[[ Data shown open ]]

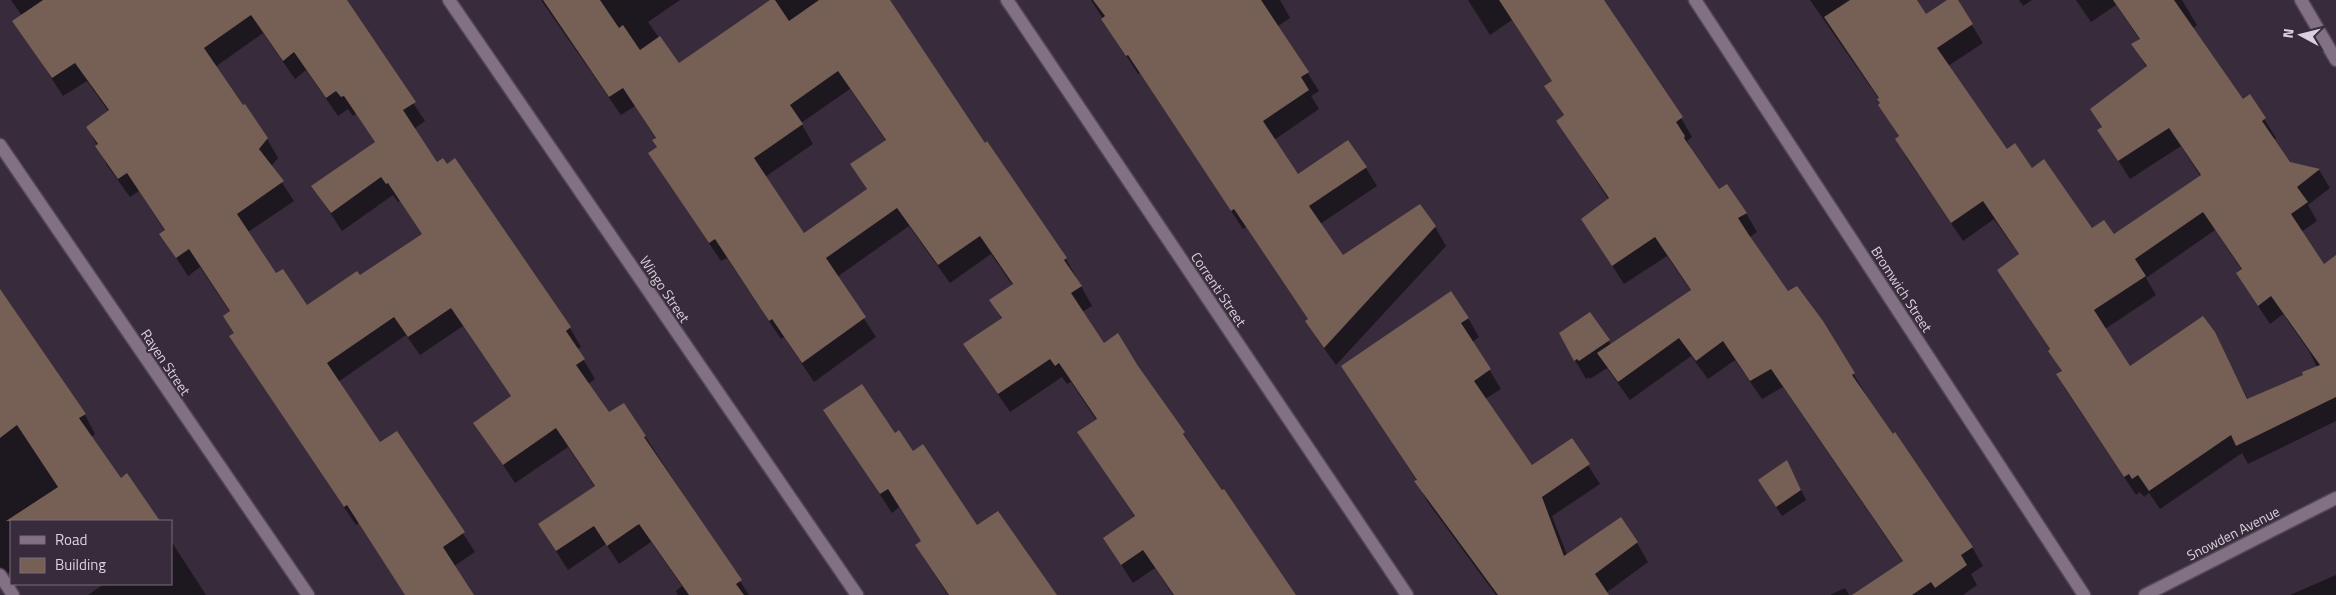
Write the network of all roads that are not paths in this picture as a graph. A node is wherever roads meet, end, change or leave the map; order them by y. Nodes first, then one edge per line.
1 (448, 0) edge
2 (1006, 0) edge
3 (1695, 0) edge
4 (2301, 0) edge
5 (2336, 60) edge
6 (0, 146) edge
7 (2336, 498) edge
8 (0, 576) edge
9 (13, 595) edge
10 (308, 595) edge
11 (857, 595) edge
12 (1407, 595) edge
13 (2084, 595) edge
14 (2144, 595) edge

1 - 11 street, Wingo Street
2 - 12 street, Correnti Street
3 - 13 street, Bromwich Street
4 - 5 street
6 - 10 street, Rayen Street
7 - 14 street, Snowden Avenue
8 - 9 street

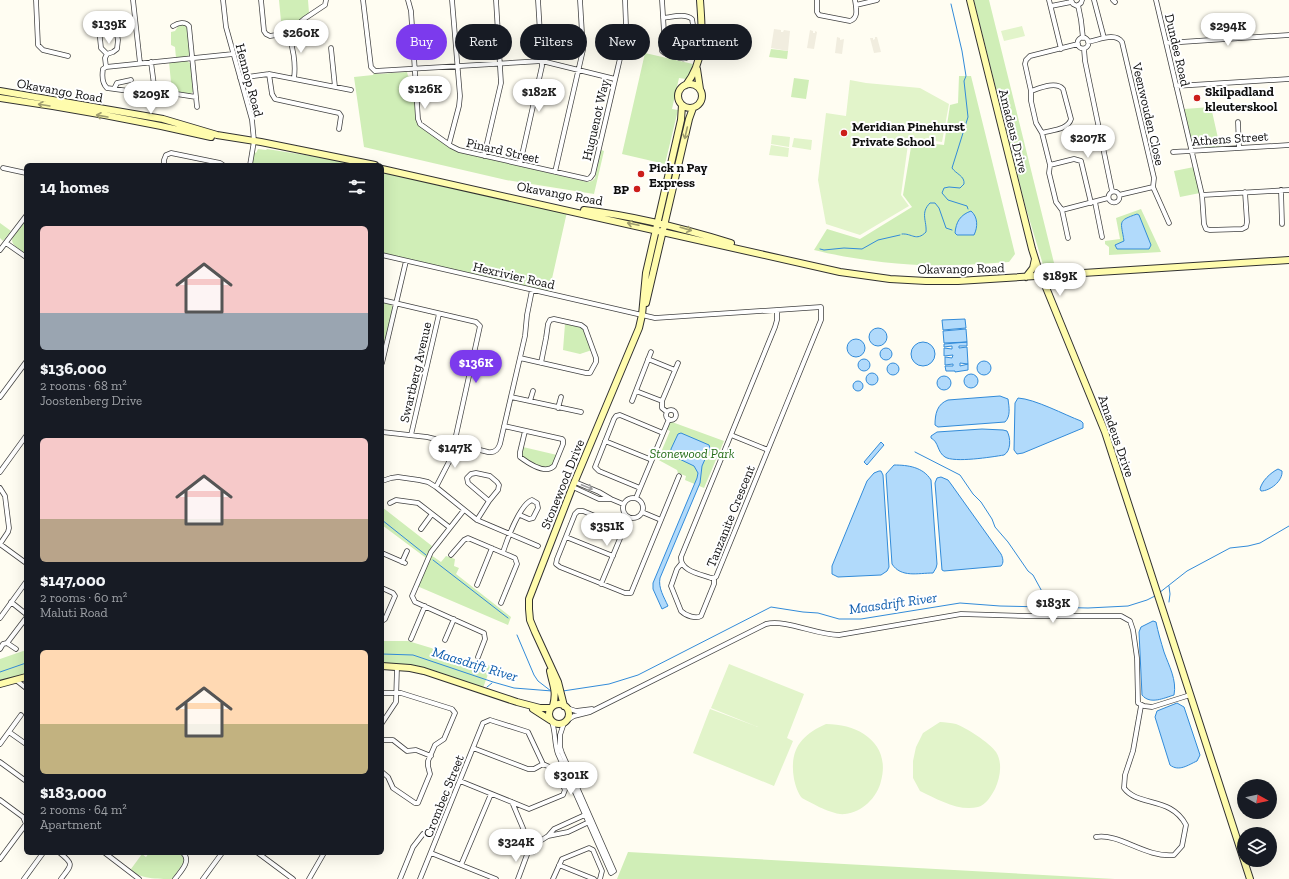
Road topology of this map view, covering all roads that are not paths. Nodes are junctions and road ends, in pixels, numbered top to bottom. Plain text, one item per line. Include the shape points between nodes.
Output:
1 (36, 0) edge
2 (132, 0) edge
3 (223, 0) edge
4 (261, 0) edge
5 (326, 0) edge
6 (363, 0) edge
7 (408, 0) edge
8 (452, 0) edge
9 (496, 0) edge
10 (538, 0) edge
11 (580, 0) edge
12 (625, 0) edge
13 (662, 0) edge
14 (700, 0) edge
15 (817, 0) edge
16 (855, 0) edge
17 (877, 0) edge
18 (970, 0) edge
19 (1049, 0) edge
20 (1082, 0) edge
21 (1094, 0) edge
22 (1156, 0) edge
23 (1071, 1) edge
24 (856, 5) junction
25 (1078, 5) junction
26 (1051, 6) junction
27 (663, 18) junction
28 (173, 26) dead end
29 (116, 28) dead end
30 (99, 29) dead end
31 (288, 33) junction
32 (1289, 34) edge
33 (1083, 38) junction
34 (1104, 38) junction
35 (1088, 42) junction
36 (1166, 42) junction
37 (1078, 44) junction
38 (331, 48) dead end
39 (1062, 48) junction
40 (1084, 49) junction
41 (106, 54) junction
42 (233, 54) junction
43 (68, 56) dead end
44 (192, 58) junction
45 (542, 61) junction
46 (151, 62) junction
47 (140, 63) junction
48 (500, 64) junction
49 (106, 67) junction
50 (458, 67) junction
51 (697, 67) junction
52 (414, 69) junction
53 (579, 70) junction
54 (269, 74) junction
55 (240, 78) junction
56 (294, 78) junction
57 (615, 79) junction
58 (1289, 79) edge
59 (131, 80) dead end
60 (686, 85) junction
61 (1176, 86) junction
62 (335, 87) junction
63 (114, 89) junction
64 (351, 90) dead end
65 (701, 90) junction
66 (0, 91) edge
67 (129, 91) dead end
68 (1031, 91) junction
69 (196, 97) junction
70 (0, 98) edge
71 (682, 105) junction
72 (197, 107) dead end
73 (693, 108) junction
74 (1238, 122) dead end
75 (339, 128) dead end
76 (1042, 133) junction
77 (254, 143) junction
78 (449, 144) junction
79 (1289, 145) edge
80 (1240, 148) junction
81 (1192, 151) junction
82 (1172, 152) dead end
83 (484, 156) junction
84 (164, 163) edge
85 (220, 163) edge
86 (250, 163) edge
87 (355, 163) edge
88 (364, 163) edge
89 (520, 164) junction
90 (1050, 165) junction
91 (3, 168) dead end
92 (384, 168) edge
93 (384, 168) edge
94 (555, 172) junction
95 (24, 173) edge
96 (593, 174) joint
97 (1153, 187) junction
98 (1280, 190) junction
99 (1289, 190) edge
100 (1112, 191) junction
101 (1245, 192) junction
102 (1119, 195) junction
103 (1202, 195) junction
104 (1108, 198) junction
105 (1093, 202) junction
106 (1062, 210) junction
107 (24, 219) edge
108 (657, 222) junction
109 (1169, 223) dead end
110 (665, 224) junction
111 (1282, 224) dead end
112 (656, 230) junction
113 (663, 231) junction
114 (1102, 237) dead end
115 (1068, 238) dead end
116 (6, 243) junction
117 (0, 250) edge
118 (755, 252) junction
119 (24, 256) edge
120 (384, 256) edge
121 (1035, 258) junction
122 (1289, 260) edge
123 (406, 261) junction
124 (1041, 276) junction
125 (1026, 277) junction
126 (532, 290) junction
127 (384, 300) edge
128 (396, 303) junction
129 (820, 307) joint
130 (777, 310) junction
131 (439, 314) junction
132 (642, 315) junction
133 (384, 346) edge
134 (651, 352) dead end
135 (520, 358) junction
136 (648, 359) junction
137 (541, 363) junction
138 (678, 363) dead end
139 (24, 365) edge
140 (674, 370) junction
141 (533, 391) dead end
142 (636, 391) junction
143 (1, 395) edge
144 (511, 397) junction
145 (561, 397) dead end
146 (530, 401) junction
147 (632, 401) dead end
148 (662, 401) junction
149 (558, 408) junction
150 (581, 412) dead end
151 (667, 412) junction
152 (669, 419) junction
153 (504, 426) junction
154 (525, 431) junction
155 (384, 432) edge
156 (663, 432) junction
157 (411, 435) junction
158 (731, 435) junction
159 (24, 439) edge
160 (605, 441) junction
161 (454, 444) junction
162 (768, 450) junction
163 (652, 460) junction
164 (0, 472) edge
165 (679, 476) dead end
166 (384, 480) edge
167 (574, 485) junction
168 (436, 487) junction
169 (0, 488) edge
170 (640, 488) junction
171 (636, 498) junction
172 (489, 501) junction
173 (390, 503) dead end
174 (623, 504) junction
175 (464, 510) junction
176 (642, 512) junction
177 (432, 514) junction
178 (520, 515) junction
179 (629, 517) junction
180 (477, 520) junction
181 (661, 520) junction
182 (449, 527) junction
183 (624, 528) junction
184 (421, 529) dead end
185 (509, 534) junction
186 (566, 537) junction
187 (0, 544) edge
188 (538, 546) dead end
189 (492, 548) junction
190 (407, 551) dead end
191 (503, 552) junction
192 (384, 554) edge
193 (451, 555) dead end
194 (613, 556) junction
195 (24, 562) edge
196 (682, 564) junction
197 (714, 578) junction
198 (601, 584) junction
199 (24, 585) edge
200 (477, 585) dead end
201 (384, 589) edge
202 (11, 602) junction
203 (501, 603) dead end
204 (425, 606) junction
205 (24, 612) edge
206 (0, 618) edge
207 (454, 619) junction
208 (384, 620) edge
209 (24, 621) edge
210 (411, 639) dead end
211 (445, 640) dead end
212 (7, 643) junction
213 (0, 649) edge
214 (16, 649) dead end
215 (478, 657) dead end
216 (384, 666) edge
217 (397, 667) junction
218 (24, 678) edge
219 (16, 680) junction
220 (0, 684) edge
221 (24, 686) edge
222 (384, 693) edge
223 (397, 693) junction
224 (558, 695) junction
225 (1190, 695) junction
226 (517, 702) junction
227 (1141, 706) junction
228 (552, 707) junction
229 (565, 707) junction
230 (598, 708) junction
231 (21, 715) dead end
232 (384, 720) edge
233 (551, 721) junction
234 (565, 722) junction
235 (9, 732) junction
236 (384, 740) edge
237 (24, 743) edge
238 (0, 744) edge
239 (473, 748) junction
240 (431, 756) junction
241 (0, 762) edge
242 (543, 764) junction
243 (384, 774) edge
244 (24, 780) edge
245 (460, 781) junction
246 (490, 794) junction
247 (0, 800) edge
248 (512, 802) junction
249 (586, 814) junction
250 (24, 819) edge
251 (590, 822) junction
252 (24, 828) edge
253 (423, 834) dead end
254 (548, 836) junction
255 (1096, 837) dead end
256 (528, 840) junction
257 (537, 843) junction
258 (528, 852) junction
259 (431, 853) junction
260 (42, 855) edge
261 (63, 855) edge
262 (108, 855) edge
263 (184, 855) edge
264 (221, 855) edge
265 (261, 855) edge
266 (323, 855) edge
267 (110, 857) joint
268 (0, 859) edge
269 (462, 865) junction
270 (559, 865) junction
271 (490, 878) edge
272 (24, 879) edge
273 (61, 879) edge
274 (139, 879) edge
275 (175, 879) edge
276 (203, 879) edge
277 (293, 879) edge
278 (309, 879) edge
279 (400, 879) edge
280 (420, 879) edge
281 (496, 879) edge
282 (518, 879) edge
283 (553, 879) edge
284 (594, 879) edge
285 (600, 879) edge
286 (1250, 879) edge

1 - 43 street via 39,47
2 - 47 street
3 - 42 street, Hennop Road via 225,24
4 - 31 street via 265,34 270,36
5 - 31 street via 325,6
6 - 52 street via 373,70 378,72
7 - 52 street, Pinard Street via 411,11
8 - 50 street
9 - 48 street
10 - 45 street
11 - 53 street via 583,50
12 - 57 street, Huguenot Way via 626,33
13 - 27 street
14 - 51 street via 702,42
15 - 24 street via 818,14 822,17 851,21 856,16
16 - 24 street
17 - 24 street
18 - 121 street, Amadeus Drive
19 - 26 street
20 - 25 street
21 - 34 street
22 - 36 street, Dundee Road
23 - 25 street
23 - 26 street
25 - 33 street
26 - 39 street
27 - 27 street via 686,16 692,19 694,38 687,58 665,54 662,51
28 - 44 street via 182,23 188,25
29 - 41 street via 117,49
30 - 41 street via 101,48
31 - 56 street via 291,40
32 - 36 street
33 - 35 street
33 - 37 street
34 - 35 street, Veenwouden Close
34 - 97 street, Veenwouden Close via 1114,36 1122,42 1154,178
35 - 40 street via 1088,47
36 - 61 street, Dundee Road
37 - 39 street
37 - 40 street
38 - 62 street
39 - 68 street via 1030,56 1026,60 1025,67
40 - 100 street
41 - 49 street
42 - 44 street
42 - 55 street, Hennop Road
44 - 46 street
44 - 69 street
45 - 48 street
45 - 53 street
45 - 89 street
46 - 47 street
46 - 69 street via 157,91
47 - 49 street
48 - 50 street
48 - 83 street via 500,90
49 - 63 street via 103,69 104,85
50 - 52 street
50 - 78 street via 459,102
51 - 60 street
51 - 65 street
52 - 78 street, Pinard Street via 418,121
53 - 57 street
53 - 94 street
54 - 55 street
54 - 56 street
54 - 75 street via 275,99 339,113 342,116
55 - 77 street, Hennop Road via 252,120
56 - 62 street
57 - 96 street, Huguenot Way
58 - 61 street
59 - 63 street via 117,83
60 - 65 street via 694,85
60 - 71 street via 680,90 678,98
61 - 81 street, Dundee Road
62 - 64 street
63 - 67 street
65 - 73 street via 702,101
66 - 77 street, Okavango Road via 163,120
68 - 76 street via 1030,101 1036,123
68 - 76 street via 1061,86 1071,119 1066,127
69 - 72 street
77 -> 70 street, Okavango Road via 218,139 67,108
71 - 73 street
71 - 108 street, Stonewood Drive via 681,120
73 -> 110 street, Stonewood Drive
74 - 80 street
76 - 90 street
77 - 86 street, Hennop Road
77 - 87 street, Okavango Road
77 - 88 street, Okavango Road
78 - 83 street, Pinard Street via 459,150
79 - 80 street, Athens Street
80 - 81 street, Athens Street
81 - 82 street, Athens Street
81 - 103 street, Dundee Road
83 - 89 street, Pinard Street
84 - 85 street via 166,154 171,153
89 - 94 street, Pinard Street
90 - 105 street via 1074,159 1081,161
90 - 106 street via 1049,173 1056,202
91 - 95 street
92 - 108 street, Okavango Road via 576,210 625,215
112 -> 93 street, Okavango Road
94 - 96 street, Pinard Street via 587,179
97 - 102 street
97 - 109 street, Veenwouden Close
98 - 99 street
98 - 101 street
98 - 111 street
100 - 102 street
100 - 104 street
101 - 103 street
101 - 103 street, Dundee Road via 1247,226 1234,229 1206,229
102 - 104 street via 1115,202
104 - 105 street
105 - 106 street
105 - 114 street
106 - 115 street
107 - 116 street
108 - 110 street, Okavango Road
108 - 112 street, Stonewood Drive
110 - 113 street, Stonewood Drive
110 -> 118 street, Okavango Road
112 - 113 street, Okavango Road
112 - 132 street, Stonewood Drive via 646,273
113 - 118 street, Okavango Road
113 - 132 street, Stonewood Drive
116 - 117 street
116 - 119 street
118 - 125 street, Okavango Road via 840,272 890,279 934,281
120 - 123 street, Hexrivier Road
121 - 124 street, Amadeus Drive
121 - 125 street via 1033,268
122 - 124 street, Okavango Road
123 - 126 street, Hexrivier Road
123 - 128 street
124 - 125 street, Okavango Road
124 - 225 street, Amadeus Drive via 1100,418
126 - 132 street, Hexrivier Road
126 - 135 street
127 - 128 street
128 - 131 street
128 - 133 street
129 - 130 street, Hexrivier Road
129 - 162 street, Tanzanite Crescent via 821,320
130 - 132 street, Hexrivier Road via 656,318
130 - 158 street via 775,327
131 - 157 street, Swartberg Avenue
131 - 161 street via 480,324
132 - 167 street, Stonewood Drive
134 - 136 street
135 - 137 street
135 - 144 street
136 - 140 street
136 - 142 street
137 - 137 street via 591,372 596,358 585,328 581,325 550,320
138 - 140 street
139 - 143 street
140 - 148 street
141 - 146 street
142 - 147 street
142 - 148 street
144 - 146 street
144 - 153 street
145 - 149 street
146 - 149 street
148 - 151 street via 662,408
149 - 150 street
151 - 152 street via 666,417
151 - 152 street via 671,410 675,413 673,419
152 - 156 street
153 - 154 street
153 - 161 street via 499,446 493,452
154 - 154 street via 563,441 552,469 532,466 520,457
155 - 157 street
156 - 160 street via 618,415
156 - 163 street
157 - 161 street
158 - 162 street
158 - 196 street via 681,557
159 - 164 street
160 - 163 street
160 - 170 street via 595,464 596,470
161 - 168 street via 451,458
162 - 197 street, Tanzanite Crescent
163 - 170 street
165 - 181 street
166 - 168 street via 398,477 422,480
167 - 174 street via 599,499 612,499
167 - 224 street, Stonewood Drive via 529,599 530,620 557,686
168 - 175 street
169 - 187 street via 5,496 9,528
170 - 171 street
171 - 174 street via 628,498
171 - 176 street via 642,504
172 - 172 street via 498,490 498,483 489,476 471,474 467,480 469,485
172 - 180 street
173 - 177 street via 396,500 414,502
174 - 179 street via 623,512
175 - 180 street
175 - 182 street
176 - 179 street via 637,517
176 - 181 street
177 - 182 street
177 - 184 street
178 - 178 street via 529,501 537,503 538,508 533,518
178 - 185 street
179 - 183 street
180 - 185 street
181 - 198 street via 631,593 626,594
182 - 204 street via 431,552 412,593 414,601
183 - 186 street via 580,510 575,514
183 - 194 street
185 - 188 street
185 - 191 street
186 - 194 street
186 - 198 street via 556,560 557,565
187 - 195 street
189 - 191 street
189 - 193 street via 466,538
189 - 200 street
190 - 192 street via 403,563
191 - 203 street via 515,558 517,564
194 - 198 street
196 - 197 street, Tanzanite Crescent via 687,569
196 - 197 street via 677,569 671,586 684,614 701,616
199 - 202 street
201 - 208 street via 395,596
202 - 205 street
202 - 206 street
204 - 207 street
204 - 210 street
207 - 211 street
207 - 215 street via 484,633 485,639
209 - 212 street
212 - 213 street
212 - 214 street
216 - 217 street
217 - 223 street
217 - 226 street via 424,671
218 - 219 street
219 - 220 street
219 - 221 street
222 - 223 street
223 - 232 street via 396,703
223 - 240 street via 454,710 444,739 435,745
224 - 228 street, Stonewood Drive
224 - 229 street, Stonewood Drive
225 - 227 street via 1152,707
225 - 286 street, Amadeus Drive
226 - 228 street via 540,708
226 - 233 street via 539,712
227 - 230 street via 1137,701 1137,658 1133,630 1130,622 1121,616 961,614 839,635 784,624 760,626
227 - 255 street via 1124,788 1133,796 1173,810 1186,826 1182,846 1174,855 1167,856 1146,852 1113,837
228 - 229 street via 558,704
228 - 233 street via 548,714
229 - 230 street via 576,711
229 - 234 street via 568,715
230 - 234 street via 574,716
231 - 235 street
233 - 234 street via 558,724
233 - 249 street via 556,732 558,754
234 - 249 street via 561,730 560,747
235 - 237 street
235 - 238 street
236 - 240 street via 391,739 407,751 418,750
239 - 242 street via 528,770 534,770
239 - 242 street, Crombec Street via 485,722 490,720 528,732
239 - 245 street, Crombec Street
240 - 243 street via 428,764 430,774 417,803 393,788
241 - 244 street
242 - 248 street via 556,770 564,789 563,795 530,809
245 - 246 street
245 - 259 street, Crombec Street
246 - 248 street
246 - 269 street
247 - 250 street
248 - 256 street
249 - 251 street
249 - 254 street via 554,829
251 - 251 street via 614,871 611,873
251 - 254 street via 568,832
252 - 268 street
253 - 279 street via 413,847
254 - 257 street
256 - 257 street
256 - 258 street via 525,848
257 - 258 street via 536,850
258 - 282 street
259 - 269 street
259 - 280 street, Crombec Street
260 - 272 street
261 - 273 street via 70,863
262 - 267 street
263 - 275 street via 187,862
264 - 276 street
265 - 277 street
266 - 278 street
267 - 274 street
269 - 271 street
270 - 283 street
270 - 284 street
270 - 285 street via 563,858 589,848 593,850 602,870
271 - 281 street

[[ Data shown closed ]]

#### Assigned task:
From the records above, pull every line that has the string "Huguenot" and copy it.

#### Answer to this task:
12 - 57 street, Huguenot Way via 626,33
57 - 96 street, Huguenot Way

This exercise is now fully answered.